Worked with documentary films for more than 20 years at the Danish Film Board, as press officer, festival representative and film consultant/commissioner. Co-founder of Balticum Film and TV Festival, Filmkontakt Nord, Documentary of the EU and EDN (European Documentary Network).
Awards: 2004 the Danish Roos Prize for his contribution to the Danish and European documentary culture. 2006 an award for promoting Portuguese documentaries. 2014 he received the EDN Award “for an outstanding contribution to the development of the European documentary culture”. 2016 The Cross of the Knight of the Order for Merits to Lithuania. 2019 a Big Stamp at the 15th edition of ZagrebDox. 2021 receipt of the highest state decoration, Order of the Three Stars, Fourth Class, for the significant contribution to the development and promotion of Latvian documentary cinema outside Latvia. In 2022 he received an honorary award at DocsBarcelona’s 25th edition having served as organizer and programmer since the start of the festival.

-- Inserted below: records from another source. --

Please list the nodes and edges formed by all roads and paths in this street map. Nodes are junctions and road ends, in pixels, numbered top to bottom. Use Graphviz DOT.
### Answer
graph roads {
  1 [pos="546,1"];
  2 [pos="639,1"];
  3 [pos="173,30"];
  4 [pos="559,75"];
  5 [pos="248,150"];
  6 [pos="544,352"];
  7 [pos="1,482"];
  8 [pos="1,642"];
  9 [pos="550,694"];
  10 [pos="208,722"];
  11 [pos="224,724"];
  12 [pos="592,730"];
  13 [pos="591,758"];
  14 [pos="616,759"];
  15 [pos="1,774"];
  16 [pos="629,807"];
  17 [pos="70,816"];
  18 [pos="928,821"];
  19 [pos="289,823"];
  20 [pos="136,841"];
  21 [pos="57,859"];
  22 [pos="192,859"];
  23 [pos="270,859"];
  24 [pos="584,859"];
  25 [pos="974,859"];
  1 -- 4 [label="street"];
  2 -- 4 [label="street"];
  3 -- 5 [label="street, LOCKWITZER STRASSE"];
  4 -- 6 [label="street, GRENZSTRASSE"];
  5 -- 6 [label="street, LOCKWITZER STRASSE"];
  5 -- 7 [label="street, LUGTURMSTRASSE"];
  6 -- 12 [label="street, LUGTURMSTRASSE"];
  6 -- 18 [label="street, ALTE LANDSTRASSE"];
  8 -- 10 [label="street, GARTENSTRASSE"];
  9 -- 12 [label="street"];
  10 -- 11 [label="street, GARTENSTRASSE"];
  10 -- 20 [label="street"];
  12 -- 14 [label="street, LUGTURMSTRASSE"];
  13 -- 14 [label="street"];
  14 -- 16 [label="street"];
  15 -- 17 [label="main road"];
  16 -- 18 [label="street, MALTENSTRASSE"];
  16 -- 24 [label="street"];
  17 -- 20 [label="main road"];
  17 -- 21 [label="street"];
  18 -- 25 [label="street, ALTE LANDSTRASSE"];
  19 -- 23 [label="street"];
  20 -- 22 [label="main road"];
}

From 1996 until 2005 he was the first director of EDN (European Documentary Network). From 2006 a freelance consultant and teacher in workshops like Ex Oriente, DocsBarcelona, Archidoc, Documentary Campus, Storydoc, Baltic Sea Forum, Black Sea DocStories, Caucadoc, CinéDOC Tbilisi, Docudays Kiev, Dealing With the Past Sarajevo FF as well as programme consultant for the festivals Magnificent7 in Belgrade, DOCSBarcelona, Verzio Budapest, Message2Man in St. Petersburg and DOKLeipzig. Teaches at the Zelig Documentary School in Bolzano Italy.